7. From the past few years - with the spread of digital video - the original distrust of video by many of your colleagues has disappeared. You also shoot now with a video camera. But I’m also thinking of an indomitable filmmaker like Ernie Gehr. Do you believe video is also better adapted to the diary form of filmmaking?

No, you can write a diary with your pen, with your typewriter, with your video, with your Bolex, with any… I mean, diary, what is a diary? Diary is a notebook that you keep when you have time, you know, you pick up little pieces of material as you go through your life if it’s a camera, or you write down in the evening what you remember, etc. But as far as the video of course in 1970, between 1970 and 1980, filmmakers, the avant-garde filmmakers in New York had a very irrational attitude to video.
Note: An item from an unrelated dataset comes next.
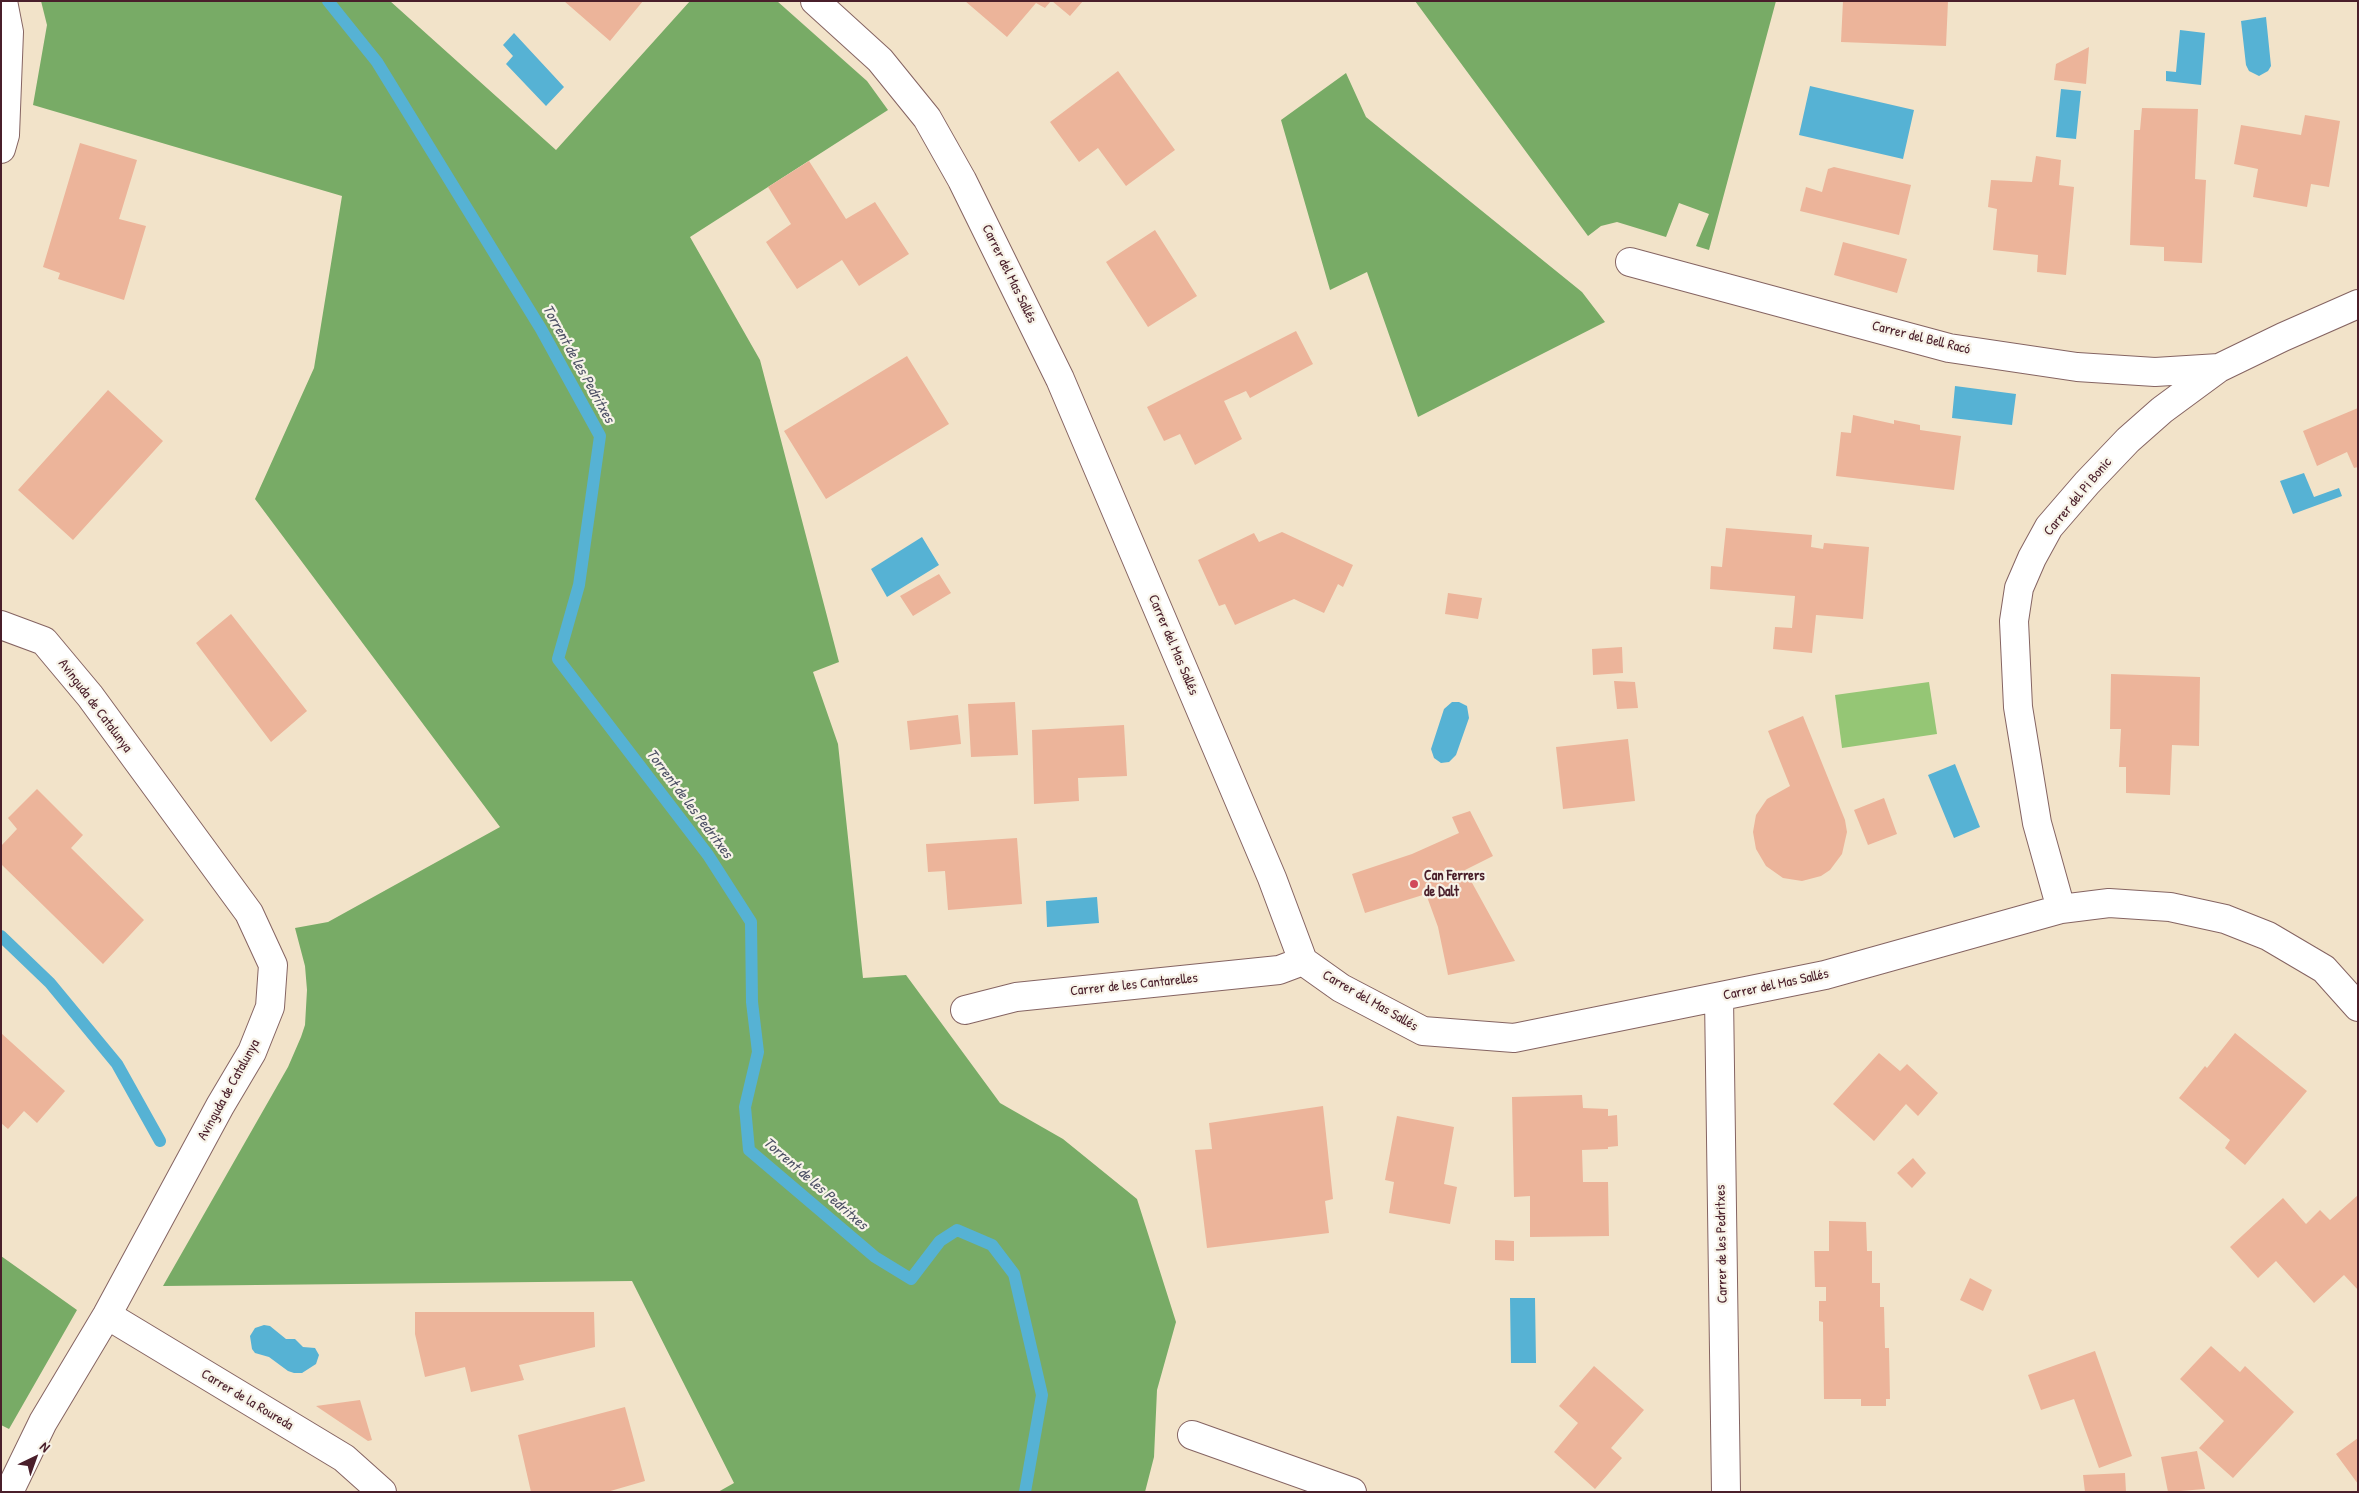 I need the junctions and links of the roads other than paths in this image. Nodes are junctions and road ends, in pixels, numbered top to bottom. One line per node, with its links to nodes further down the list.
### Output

They put it down, they thought that it’s inferior, that they are superior, that cinema, motion picture camera is superior to video camera, which, you know, I never subscribed to. I always said that every tool of making images produces different kind of images and they are all equally valid, that an 8mm camera is not inferior to the 70mm camera, that it all depends on what you want to do. Same as inks, you can then, a painter can use, you know, an ink brush or an oil, or Michelangelo goes and paints the ceilings of the Sistine Chapel with oils or whatever – they all have their purpose, depends what you want to do. So the mistrust of video began disappearing around maybe 1985, somewhere there, when the video art came on its, I would say, had already created a body of video art like classics, and one could have a perspective on what has been achieved. So the filmmakers began – or those who really mistrusted video like Ken Jacobs, Ernie Gehr, two major filmmakers, they slowly went into video and now they say it’s ok, video is ok. So it’s a question of accepting new tools of making moving images. And I think that video – computers have not yet been, computer imagery has not been yet accepted by major avant-garde filmmakers in United States – that I think is a question of time, question of time.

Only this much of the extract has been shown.